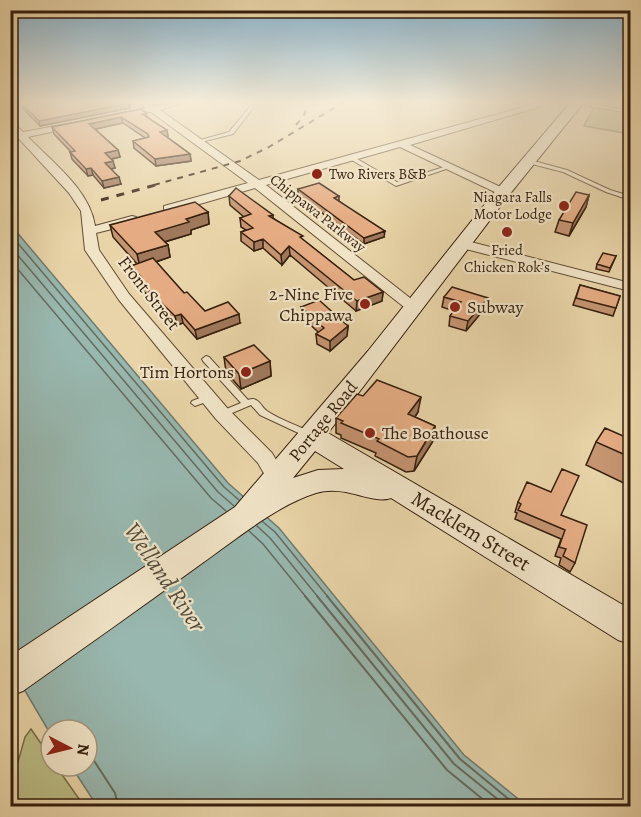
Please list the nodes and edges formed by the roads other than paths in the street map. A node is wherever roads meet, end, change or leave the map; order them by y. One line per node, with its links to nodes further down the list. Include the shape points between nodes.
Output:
1 (26, 140): 14 (street, Front Street, via 74,191 87,211)
2 (196, 140): 6 (street, Chippawa Parkway)
3 (206, 140): 6 (lane)
4 (414, 140): 7 (street)
5 (547, 140): 9 (main road, Portage Road)
6 (199, 142): 11 (street, Chippawa Parkway)
7 (400, 144): 8 (street); 10 (street)
8 (352, 158): 10 (lane, via 396,184); 11 (street)
9 (530, 162): 12 (main road, Portage Road); 13 (lane, via 565,171)
10 (449, 167): 12 (street)
11 (257, 184): 14 (street); 17 (street, Chippawa Parkway)
12 (503, 192): 15 (main road, Portage Road)
13 (630, 198)
14 (91, 231): 20 (street, Front Street, via 92,250 124,297 201,400)
15 (463, 244): 16 (street); 17 (main road, Portage Road)
16 (630, 287)
17 (414, 308): 21 (main road, Portage Road)
18 (206, 359): 19 (lane)
19 (247, 404): 20 (lane); 21 (lane, via 253,401 263,413)
20 (222, 414): 22 (street, Front Street)
21 (310, 435): 22 (main road, Portage Road); 23 (main road, Macklem Street)
22 (285, 484): 23 (main road, via 339,477 359,481); 25 (main road, via 246,516)
23 (458, 523): 24 (main road, Macklem Street)
24 (630, 628)
25 (10, 678)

**Goal of the exercise**
Pictures don't belong in the copy. Transcribe every record exactly as it appears.

**Task result**
Please list the nodes and edges formed by the roads other than paths in the street map. A node is wherever roads meet, end, change or leave the map; order them by y. One line per node, with its links to nodes further down the list. Include the shape points between nodes.
Output:
1 (26, 140): 14 (street, Front Street, via 74,191 87,211)
2 (196, 140): 6 (street, Chippawa Parkway)
3 (206, 140): 6 (lane)
4 (414, 140): 7 (street)
5 (547, 140): 9 (main road, Portage Road)
6 (199, 142): 11 (street, Chippawa Parkway)
7 (400, 144): 8 (street); 10 (street)
8 (352, 158): 10 (lane, via 396,184); 11 (street)
9 (530, 162): 12 (main road, Portage Road); 13 (lane, via 565,171)
10 (449, 167): 12 (street)
11 (257, 184): 14 (street); 17 (street, Chippawa Parkway)
12 (503, 192): 15 (main road, Portage Road)
13 (630, 198)
14 (91, 231): 20 (street, Front Street, via 92,250 124,297 201,400)
15 (463, 244): 16 (street); 17 (main road, Portage Road)
16 (630, 287)
17 (414, 308): 21 (main road, Portage Road)
18 (206, 359): 19 (lane)
19 (247, 404): 20 (lane); 21 (lane, via 253,401 263,413)
20 (222, 414): 22 (street, Front Street)
21 (310, 435): 22 (main road, Portage Road); 23 (main road, Macklem Street)
22 (285, 484): 23 (main road, via 339,477 359,481); 25 (main road, via 246,516)
23 (458, 523): 24 (main road, Macklem Street)
24 (630, 628)
25 (10, 678)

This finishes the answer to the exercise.